WORK INSTRUCTION:
Every line holding the string "lane" is to be copied from the entries below.

Stored data
┄┄┄┄┄┄┄┄┄┄┄┄┄┄┄┄┄┄┄┄

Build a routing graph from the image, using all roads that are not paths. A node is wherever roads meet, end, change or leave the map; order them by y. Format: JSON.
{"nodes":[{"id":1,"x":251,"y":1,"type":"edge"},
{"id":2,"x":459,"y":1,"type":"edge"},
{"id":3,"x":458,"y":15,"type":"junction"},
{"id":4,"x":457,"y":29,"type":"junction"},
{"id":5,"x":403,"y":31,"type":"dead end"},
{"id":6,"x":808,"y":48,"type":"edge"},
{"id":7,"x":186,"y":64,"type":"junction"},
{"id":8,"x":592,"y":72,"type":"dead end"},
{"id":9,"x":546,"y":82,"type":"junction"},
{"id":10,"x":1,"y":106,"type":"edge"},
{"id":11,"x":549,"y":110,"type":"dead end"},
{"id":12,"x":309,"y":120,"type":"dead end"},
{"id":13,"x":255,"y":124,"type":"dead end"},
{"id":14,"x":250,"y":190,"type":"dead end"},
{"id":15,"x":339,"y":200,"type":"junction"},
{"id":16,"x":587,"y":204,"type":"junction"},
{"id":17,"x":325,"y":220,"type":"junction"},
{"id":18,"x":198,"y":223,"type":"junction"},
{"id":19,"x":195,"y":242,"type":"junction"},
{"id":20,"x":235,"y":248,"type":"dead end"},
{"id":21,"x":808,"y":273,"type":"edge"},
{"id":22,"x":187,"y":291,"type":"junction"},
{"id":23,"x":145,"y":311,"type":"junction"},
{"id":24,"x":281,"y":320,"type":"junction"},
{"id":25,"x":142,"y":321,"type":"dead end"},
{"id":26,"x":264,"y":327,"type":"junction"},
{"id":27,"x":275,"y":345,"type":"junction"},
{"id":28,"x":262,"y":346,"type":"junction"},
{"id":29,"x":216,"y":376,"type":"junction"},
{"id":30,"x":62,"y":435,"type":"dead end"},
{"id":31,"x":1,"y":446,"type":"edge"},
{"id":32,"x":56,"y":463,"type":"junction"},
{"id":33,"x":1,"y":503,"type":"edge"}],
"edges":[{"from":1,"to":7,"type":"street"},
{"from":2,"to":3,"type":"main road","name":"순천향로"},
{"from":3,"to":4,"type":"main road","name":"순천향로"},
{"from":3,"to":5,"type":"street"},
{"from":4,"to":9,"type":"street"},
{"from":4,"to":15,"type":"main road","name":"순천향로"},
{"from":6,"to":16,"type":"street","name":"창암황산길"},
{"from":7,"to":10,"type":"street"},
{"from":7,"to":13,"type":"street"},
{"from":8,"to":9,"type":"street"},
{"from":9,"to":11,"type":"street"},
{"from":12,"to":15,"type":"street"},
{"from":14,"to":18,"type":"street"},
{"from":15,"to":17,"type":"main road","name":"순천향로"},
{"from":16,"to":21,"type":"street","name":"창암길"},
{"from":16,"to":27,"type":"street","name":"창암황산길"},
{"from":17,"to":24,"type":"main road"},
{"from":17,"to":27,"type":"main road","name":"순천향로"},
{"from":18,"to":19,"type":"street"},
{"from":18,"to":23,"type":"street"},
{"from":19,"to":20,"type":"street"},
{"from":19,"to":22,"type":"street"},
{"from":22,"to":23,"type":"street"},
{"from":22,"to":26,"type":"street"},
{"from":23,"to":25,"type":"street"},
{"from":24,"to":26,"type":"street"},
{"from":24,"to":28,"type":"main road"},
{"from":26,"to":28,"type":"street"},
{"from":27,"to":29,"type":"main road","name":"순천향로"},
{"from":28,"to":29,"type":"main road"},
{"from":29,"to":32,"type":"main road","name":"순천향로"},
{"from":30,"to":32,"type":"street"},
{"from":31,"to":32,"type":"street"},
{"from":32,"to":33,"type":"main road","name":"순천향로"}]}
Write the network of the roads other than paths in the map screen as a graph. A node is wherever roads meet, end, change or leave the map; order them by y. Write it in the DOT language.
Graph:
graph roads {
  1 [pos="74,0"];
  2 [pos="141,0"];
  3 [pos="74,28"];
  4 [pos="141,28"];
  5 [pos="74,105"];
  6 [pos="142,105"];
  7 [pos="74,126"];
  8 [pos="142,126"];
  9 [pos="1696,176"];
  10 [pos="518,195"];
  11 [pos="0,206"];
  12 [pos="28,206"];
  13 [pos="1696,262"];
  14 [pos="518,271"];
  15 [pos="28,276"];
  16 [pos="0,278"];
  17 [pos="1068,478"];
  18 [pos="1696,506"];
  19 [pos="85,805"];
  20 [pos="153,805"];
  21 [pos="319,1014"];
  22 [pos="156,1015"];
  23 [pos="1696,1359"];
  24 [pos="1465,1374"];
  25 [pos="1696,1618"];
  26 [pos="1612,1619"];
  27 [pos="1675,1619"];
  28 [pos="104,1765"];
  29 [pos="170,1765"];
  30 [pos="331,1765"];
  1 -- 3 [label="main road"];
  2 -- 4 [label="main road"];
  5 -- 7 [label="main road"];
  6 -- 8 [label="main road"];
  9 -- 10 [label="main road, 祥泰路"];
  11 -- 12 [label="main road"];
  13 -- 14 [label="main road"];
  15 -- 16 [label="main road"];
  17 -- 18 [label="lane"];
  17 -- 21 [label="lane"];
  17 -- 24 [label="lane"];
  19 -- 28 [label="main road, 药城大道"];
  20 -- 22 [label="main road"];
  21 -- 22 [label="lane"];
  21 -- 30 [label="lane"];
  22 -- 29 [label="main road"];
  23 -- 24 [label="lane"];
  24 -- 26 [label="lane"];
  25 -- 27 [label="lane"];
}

┄┄┄┄┄┄┄┄┄┄┄┄┄┄┄┄┄┄┄┄

TASK RESULT:
  17 -- 18 [label="lane"];
  17 -- 21 [label="lane"];
  17 -- 24 [label="lane"];
  21 -- 22 [label="lane"];
  21 -- 30 [label="lane"];
  23 -- 24 [label="lane"];
  24 -- 26 [label="lane"];
  25 -- 27 [label="lane"];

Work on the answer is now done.